Age-related impacts on CI users
Even if they don’t have any hearing loss, older adults commonly experience a decline in ability to process rapid temporal information and this leads to more difficulty understanding speech. CI users have the added challenge of lacking some acoustic information available to normal listeners, and so age-related changes may be particularly detrimental. In collaboration with Sandra Gordon-Salant, Samira Anderson, Miranda Cleary and graduate student Maureen Shader, Matt is investigating the effect of changes in temporal processing in older adults with cochlear implants.

Language development and language processing for CI users
A new project with Rochelle Newman and Yi Ting Huang focuses on language processing in adults and children with cochlear implants. According to Matt, “most cochlear-implant research measures percentage of correct words… The field of cochlear implants seems less interested in how cochlear-implant users process and use language. Since they are receiving less acoustic information, they have to work harder to understand what is going on in a sentence, and likely would have to use more context and cognitive resources.” Children born deaf who receive cochlear implants (CIs) early in life seem to have relatively little difficulty developing language: if you meet someone who received a CI at 12 months of age, you might not notice that they have a hearing problem. But since the input they receive from the implant is missing some information available to normal-hearing listeners, they may be processing language differently. To investigate this, the group is conducting a series of eye-tracking studies which compare children and adult CI-users with normal-hearing controls.
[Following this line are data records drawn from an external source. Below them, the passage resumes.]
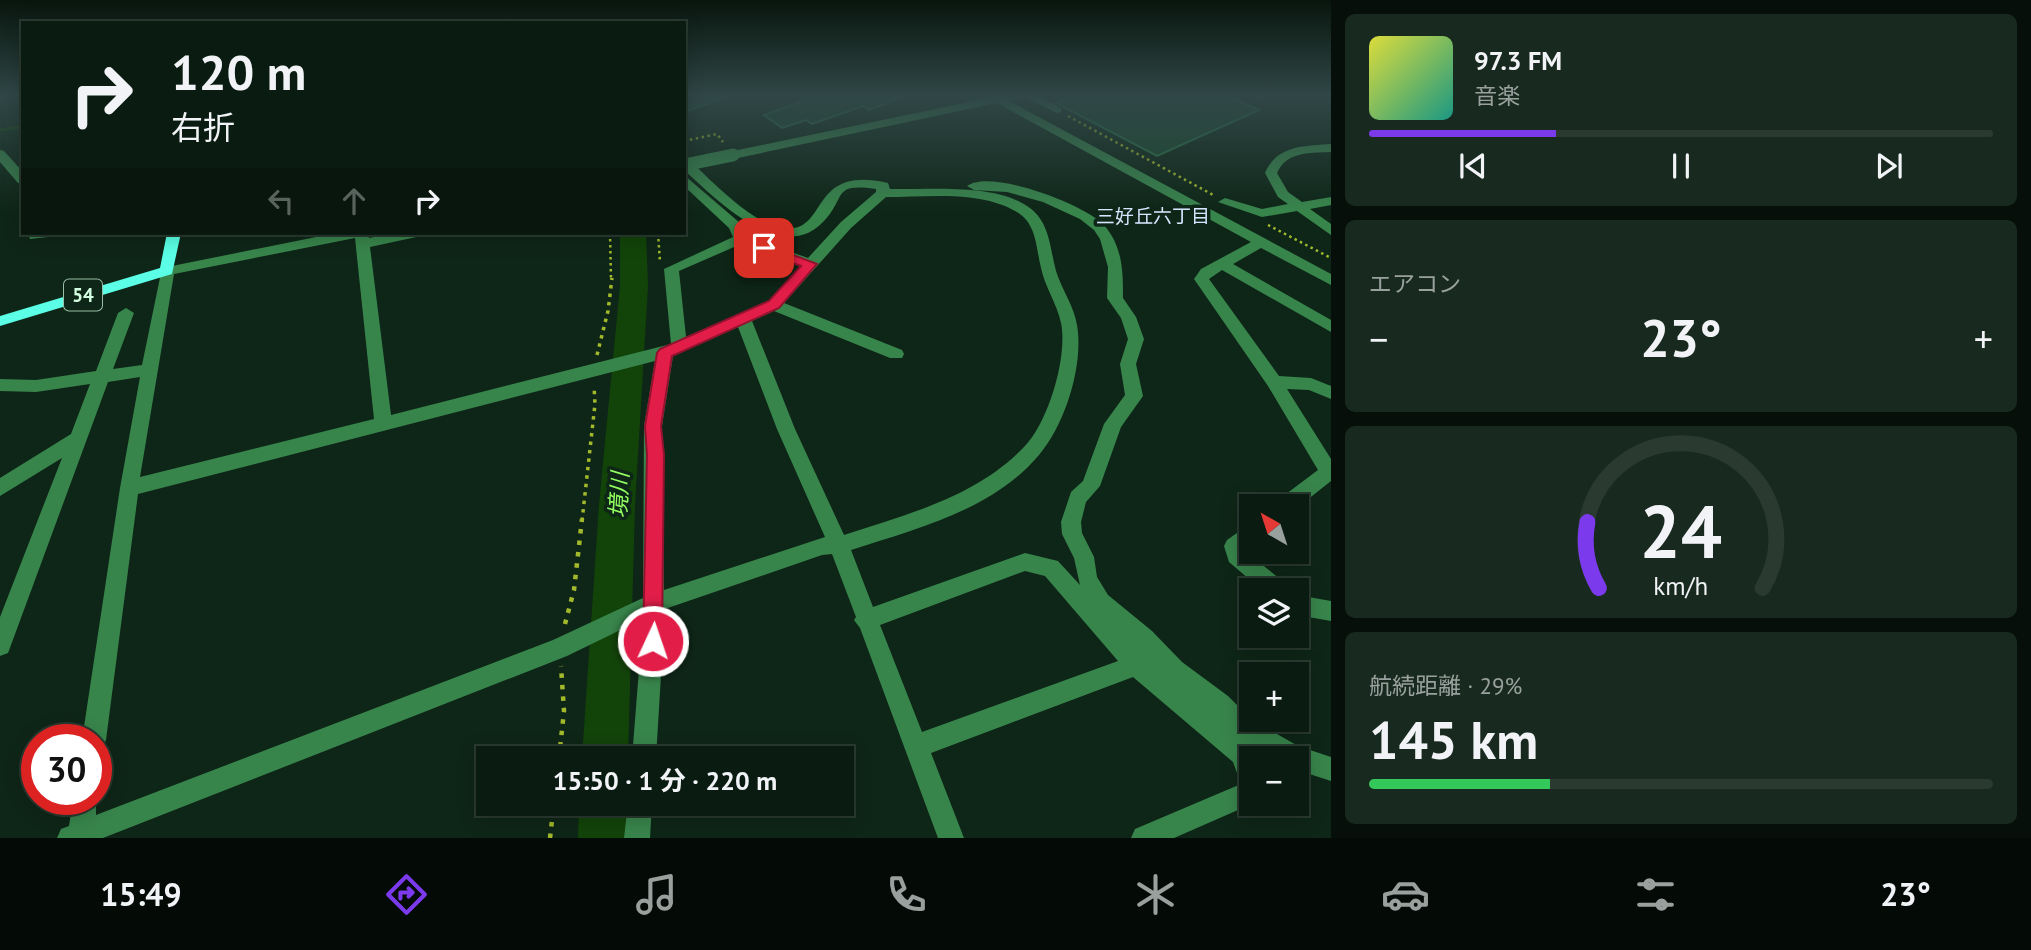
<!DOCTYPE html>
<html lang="ja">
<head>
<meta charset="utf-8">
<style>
  body { margin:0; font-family:"PT Sans","Noto Sans JP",sans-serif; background:#18291f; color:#f1f3f6; height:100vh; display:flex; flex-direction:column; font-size:26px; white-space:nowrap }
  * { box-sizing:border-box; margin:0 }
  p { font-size:23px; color:#99a19f }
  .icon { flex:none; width:38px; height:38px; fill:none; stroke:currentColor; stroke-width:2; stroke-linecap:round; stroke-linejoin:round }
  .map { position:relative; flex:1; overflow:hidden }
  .details { display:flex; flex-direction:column; gap:14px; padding:14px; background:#060f09; width:700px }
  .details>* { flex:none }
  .top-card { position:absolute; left:21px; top:21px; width:665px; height:214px; border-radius:0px; box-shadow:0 4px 18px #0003,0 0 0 2px #2a3a31; background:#0a1c11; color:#f1f3f6; overflow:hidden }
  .needle { width:46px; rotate:321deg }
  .tools { position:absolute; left:1239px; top:494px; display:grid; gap:14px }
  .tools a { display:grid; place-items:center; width:70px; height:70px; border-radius:0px; background:#0a1c11; box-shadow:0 4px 18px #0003,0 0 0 2px #2a3a31; font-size:35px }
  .speed { position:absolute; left:21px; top:724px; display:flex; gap:14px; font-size:35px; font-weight:700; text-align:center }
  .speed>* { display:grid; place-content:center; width:91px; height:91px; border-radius:50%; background:#0a1c11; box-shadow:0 4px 18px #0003,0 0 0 2px #2a3a31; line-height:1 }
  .speed .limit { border:10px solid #d22; background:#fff; color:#111 }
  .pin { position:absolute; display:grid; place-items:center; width:60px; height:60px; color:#fff; margin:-30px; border-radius:14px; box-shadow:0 4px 10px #0006 }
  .me { position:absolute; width:77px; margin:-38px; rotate:3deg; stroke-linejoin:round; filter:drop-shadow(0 0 5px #0008) }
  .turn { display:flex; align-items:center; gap:24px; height:147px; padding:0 35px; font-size:32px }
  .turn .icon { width:91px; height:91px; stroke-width:2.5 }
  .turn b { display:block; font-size:49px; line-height:60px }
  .lanes { display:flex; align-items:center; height:66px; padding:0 35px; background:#0003; justify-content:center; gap:35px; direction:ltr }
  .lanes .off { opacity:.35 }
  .big { font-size:52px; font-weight:700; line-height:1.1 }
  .details .widget { flex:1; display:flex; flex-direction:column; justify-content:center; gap:10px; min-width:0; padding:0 24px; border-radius:10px; background:#18291f }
  .details .dial { align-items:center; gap:0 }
  .dial svg { height:182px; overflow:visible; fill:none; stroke:#2a3a31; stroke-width:7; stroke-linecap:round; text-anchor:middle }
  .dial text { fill:#f1f3f6; stroke:none }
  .song { display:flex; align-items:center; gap:21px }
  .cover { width:84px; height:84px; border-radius:10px; background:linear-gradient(135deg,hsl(60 70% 55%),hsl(170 70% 35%)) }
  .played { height:7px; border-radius:4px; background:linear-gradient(90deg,#7c3aed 30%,#2a3a31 30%) }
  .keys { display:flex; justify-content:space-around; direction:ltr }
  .heat { display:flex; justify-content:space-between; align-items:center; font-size:38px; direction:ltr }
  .charge { height:10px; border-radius:5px; background:linear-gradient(90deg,#34c759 29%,#2a3a31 0) }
  .trip { position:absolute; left:476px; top:746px; width:378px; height:70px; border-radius:0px; background:#0a1c11; box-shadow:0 4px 18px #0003,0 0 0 2px #2a3a31; font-weight:700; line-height:70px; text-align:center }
  .dock { display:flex; height:112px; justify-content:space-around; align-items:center; background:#040b07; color:#99a19f }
  .dock .icon { width:49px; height:49px }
  .dock .selected { color:#7c3aed }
  .dock b { font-size:32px; color:#f1f3f6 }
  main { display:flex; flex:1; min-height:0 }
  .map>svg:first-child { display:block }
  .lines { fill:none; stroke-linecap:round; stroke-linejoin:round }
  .stream { stroke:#124409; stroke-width:3.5 }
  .river { fill:#124409; fill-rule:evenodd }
  .building { fill:#1a472d; stroke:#2b7349; stroke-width:2 }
  .path-far2 { stroke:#a3b92c; stroke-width:2.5; stroke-dasharray:2.5 3.5; stroke-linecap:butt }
  .path-far1 { stroke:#a3b92c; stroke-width:3.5; stroke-dasharray:3.5 5; stroke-linecap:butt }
  .path { stroke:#a3b92c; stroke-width:4.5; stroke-dasharray:4.5 7; stroke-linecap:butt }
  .minor { fill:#38854c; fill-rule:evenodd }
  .major { fill:#5affe5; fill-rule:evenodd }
  .minor-bridge { stroke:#38854c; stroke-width:13 }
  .route { fill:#e11d48; stroke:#92132f; stroke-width:2 }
  .labels { text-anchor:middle; stroke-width:7; stroke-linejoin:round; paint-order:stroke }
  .far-neighbourhood-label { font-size:19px; fill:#d5e6ff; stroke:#0e2617 }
  .shield { fill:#0e2617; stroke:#98bea5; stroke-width:2 }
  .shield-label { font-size:19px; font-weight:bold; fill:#d3ffe2 }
  .water-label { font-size:23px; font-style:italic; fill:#93ff61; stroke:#0e2617 }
</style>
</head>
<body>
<main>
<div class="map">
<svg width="1331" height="838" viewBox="0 0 1331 838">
  <rect width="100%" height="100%" fill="#0e2617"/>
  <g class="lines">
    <path class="stream" d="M0 130 23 127"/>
    <path class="river" d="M620 233H646L648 286 635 505 628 758H582L599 505 620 286Z
      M579 803H627L626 838H578Z"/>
  </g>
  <path class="building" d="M684 95H726L727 97 684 112Z
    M819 95H906V96L869 110 863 106 812 124 806 120 782 128 764 115Z
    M1076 95H1226L1259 110 1157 156 1056 103Z"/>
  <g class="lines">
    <path class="path-far2" d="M1068 116 1215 196
      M684 141 717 134 723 142
      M1268 225 1331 258
      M610 233 611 279
      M658 233 660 262"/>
    <path class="path-far1" d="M597 355 608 311 612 278
      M582 521 595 404 594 386"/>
    <path class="path" d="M565 624 574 590 582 519
      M559 758 564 711 561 666
      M550 838 554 803"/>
    <path class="minor" d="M985 95H1036L1061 108V112L1057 113 1024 97 1009 101 1331 274V285L1261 248 1233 264 1331 320V332L1222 270 1209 279 1279 376 1311 378 1331 386V399L1309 390 1287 389 1331 459V481L1297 508 1276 506 1278 500 1318 470 1268 386 1194 279 1201 269 1251 242 997 103 733 159 727 155 733 151 988 98Z
      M1256 95H1267L1260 100 1256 99Z
      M1331 144V152C1310 153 1287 151 1277 173L1288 192 1302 202 1331 197V205L1310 209 1331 224V235L1297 211 1262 217 1218 202 1225 198 1262 209 1288 204 1278 197 1265 173C1277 145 1304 146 1331 144Z
      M0 150 4 151 23 172V184L18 183 0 162Z
      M684 159C694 163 702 172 709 179 729 197 757 225 785 228 829 233 808 164 888 183L890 189C930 190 997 183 1030 208 1050 223 1050 249 1056 271 1062 290 1074 306 1077 325 1084 365 1065 425 1039 455 993 510 916 529 851 550L873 607 1025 553 1058 561 1080 585 1074 558 1062 534 1061 522 1071 492 1083 481 1104 424 1125 395 1120 364 1128 339 1121 318 1107 298 1108 267 1100 239 1094 230 1080 219 1043 202 1007 192 974 190 967 186C990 168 1086 205 1104 225 1123 247 1123 272 1123 298L1136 317 1144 339 1136 364 1143 396 1121 427 1100 486 1086 502 1081 522 1082 533 1094 557 1097 577 1108 595 1152 631 1182 662 1228 696 1251 719 1298 746 1331 757V781L1297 770V758H1271L1251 746 1255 758H1251V803H1254L1174 838H1131L1135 829 1241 784 1233 762 1133 677 931 753 964 838H938L860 628 854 620 856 617 832 554 822 555 665 609 656 758H632L643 619 567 656 103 838H57L61 829 69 826 73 800H96V797V815L553 640 643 598 644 426 655 361 138 494 106 740 102 748 96 751V740H82L120 488 140 377 108 382 11 645 8 653 0 656V617L62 458 0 496V478L71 434 90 384 36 392 0 391V379L36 380 96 371 118 313 126 308 134 313 113 369 142 365 162 268 336 233H368L369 238 396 233H423L421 236 370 247 391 415 671 344 664 269 733 237 729 228 684 186V175L740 223 747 236 808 258 841 222 876 192V189C831 183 847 197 824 221 782 267 716 199 684 170ZM886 197C927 197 981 190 1017 212 1037 224 1036 248 1041 268 1045 287 1057 304 1061 323 1068 357 1048 423 1024 447 976 497 908 514 844 535L795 429 752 321 774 311 890 358H902L904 354 902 350 784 303 851 228ZM355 238 374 419 140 477 174 274ZM741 244 801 266 769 301 686 337 679 271ZM738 327 777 429 825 537 664 590 662 426 673 356ZM1025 571 1045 576 1118 661 922 732 880 625Z
      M28 233H59L57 236 30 239Z
      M1251 523V544L1245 551 1285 583 1288 590H1262L1229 562 1224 546 1227 540Z
      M1297 595 1331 601V621L1297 615Z
      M628 803H652L650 838H624Z"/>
    <path class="major" d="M167 233H181L172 274 0 326V316L160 268Z"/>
    <path class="minor-bridge" d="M684 165 733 155"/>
  </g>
  <linearGradient id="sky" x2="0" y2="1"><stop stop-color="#08150d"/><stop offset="0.45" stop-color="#304747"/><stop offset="1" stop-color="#304747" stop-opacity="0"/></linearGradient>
  <rect width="1331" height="212" fill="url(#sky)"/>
  <path class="route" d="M764 244 817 264 779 308 672 356 661 426 664 455 662 641 660 648 653 651 646 648 643 641 647 455 645 426 657 353 660 349 769 301 801 266 759 251 758 248Z"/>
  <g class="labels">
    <g class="far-neighbourhood-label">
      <text x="1153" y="223">三好丘六丁目</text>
    </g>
    <rect class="shield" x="64" y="279.5" width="38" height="31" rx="5"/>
    <g class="shield-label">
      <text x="83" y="302">54</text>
    </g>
    <g class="water-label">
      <text transform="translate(619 495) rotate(-87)" y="8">境川</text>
    </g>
  </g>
</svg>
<div class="tools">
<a><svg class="needle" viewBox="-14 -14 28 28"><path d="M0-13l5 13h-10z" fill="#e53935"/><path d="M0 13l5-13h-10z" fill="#99a19f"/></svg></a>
<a><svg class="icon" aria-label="layers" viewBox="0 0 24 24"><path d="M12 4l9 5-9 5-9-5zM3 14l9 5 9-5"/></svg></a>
<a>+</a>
<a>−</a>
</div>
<div class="speed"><div class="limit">30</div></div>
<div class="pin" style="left:764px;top:248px;background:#d93025"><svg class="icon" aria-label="arrive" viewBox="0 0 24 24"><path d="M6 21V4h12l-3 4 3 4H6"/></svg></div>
<svg class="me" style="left:653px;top:641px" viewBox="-20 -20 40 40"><circle r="17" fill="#e11d48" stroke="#fff" stroke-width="3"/><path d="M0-11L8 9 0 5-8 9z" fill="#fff"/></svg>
<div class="trip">15:50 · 1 分 · 220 m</div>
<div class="top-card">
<div class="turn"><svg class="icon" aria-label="right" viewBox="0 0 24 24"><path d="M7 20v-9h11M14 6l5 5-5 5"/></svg><div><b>120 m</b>右折</div></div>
<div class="lanes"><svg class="icon off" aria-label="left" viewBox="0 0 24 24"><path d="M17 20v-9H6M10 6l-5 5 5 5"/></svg><svg class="icon off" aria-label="ahead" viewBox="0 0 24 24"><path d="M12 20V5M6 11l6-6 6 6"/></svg><svg class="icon" aria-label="right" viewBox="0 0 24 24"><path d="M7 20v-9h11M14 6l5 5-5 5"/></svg></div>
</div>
</div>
<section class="details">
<div class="widget">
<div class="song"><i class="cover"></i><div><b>97.3 FM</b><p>音楽</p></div></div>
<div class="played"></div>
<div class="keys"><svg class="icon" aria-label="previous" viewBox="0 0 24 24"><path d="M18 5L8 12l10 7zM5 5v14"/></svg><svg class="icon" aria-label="pause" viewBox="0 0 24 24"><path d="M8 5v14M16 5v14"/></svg><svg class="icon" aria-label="next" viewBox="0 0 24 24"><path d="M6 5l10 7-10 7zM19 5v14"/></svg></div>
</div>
<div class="widget"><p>エアコン</p>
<div class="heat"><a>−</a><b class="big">23°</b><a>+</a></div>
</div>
<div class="widget dial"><svg viewBox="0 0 100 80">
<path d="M14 69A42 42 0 1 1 86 69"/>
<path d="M14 69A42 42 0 0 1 9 40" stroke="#7c3aed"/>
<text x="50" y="56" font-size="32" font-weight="700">24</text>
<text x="50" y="72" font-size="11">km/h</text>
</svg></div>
<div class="widget"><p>航続距離 · 29%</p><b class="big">145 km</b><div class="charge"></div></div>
</section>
</main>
<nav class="dock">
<b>15:49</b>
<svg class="icon selected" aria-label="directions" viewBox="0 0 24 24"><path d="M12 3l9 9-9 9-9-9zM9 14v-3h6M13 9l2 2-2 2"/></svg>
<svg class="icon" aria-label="music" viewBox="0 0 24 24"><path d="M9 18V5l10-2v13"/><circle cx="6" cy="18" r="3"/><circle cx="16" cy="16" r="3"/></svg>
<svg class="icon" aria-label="phone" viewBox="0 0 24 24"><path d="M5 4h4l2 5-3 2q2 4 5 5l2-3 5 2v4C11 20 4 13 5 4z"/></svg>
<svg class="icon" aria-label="climate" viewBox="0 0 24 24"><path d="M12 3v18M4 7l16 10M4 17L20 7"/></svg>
<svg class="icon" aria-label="car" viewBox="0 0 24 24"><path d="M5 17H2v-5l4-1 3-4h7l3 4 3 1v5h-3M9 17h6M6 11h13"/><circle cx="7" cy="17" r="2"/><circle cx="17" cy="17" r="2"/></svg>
<svg class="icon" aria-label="filters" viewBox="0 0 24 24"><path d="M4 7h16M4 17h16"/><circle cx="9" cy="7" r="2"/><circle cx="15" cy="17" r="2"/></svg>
<b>23°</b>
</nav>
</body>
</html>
And now for something completely different
If you want to catch Matt outside the lab or the classroom, you might find him …. on the Frisbee field. A former competitive Ultimate Frisbee player, he captained a team that made it to Nationals three years in a row and ranked as high as 9th in the country. He says he hasn’t played much Frisbee since coming to Maryland - but now that his secret is out, we are hoping for a champion Language Science Frisbee team to add to the sporting accomplishments of our Semantic Valueball players and relay-running PsychoLinguists.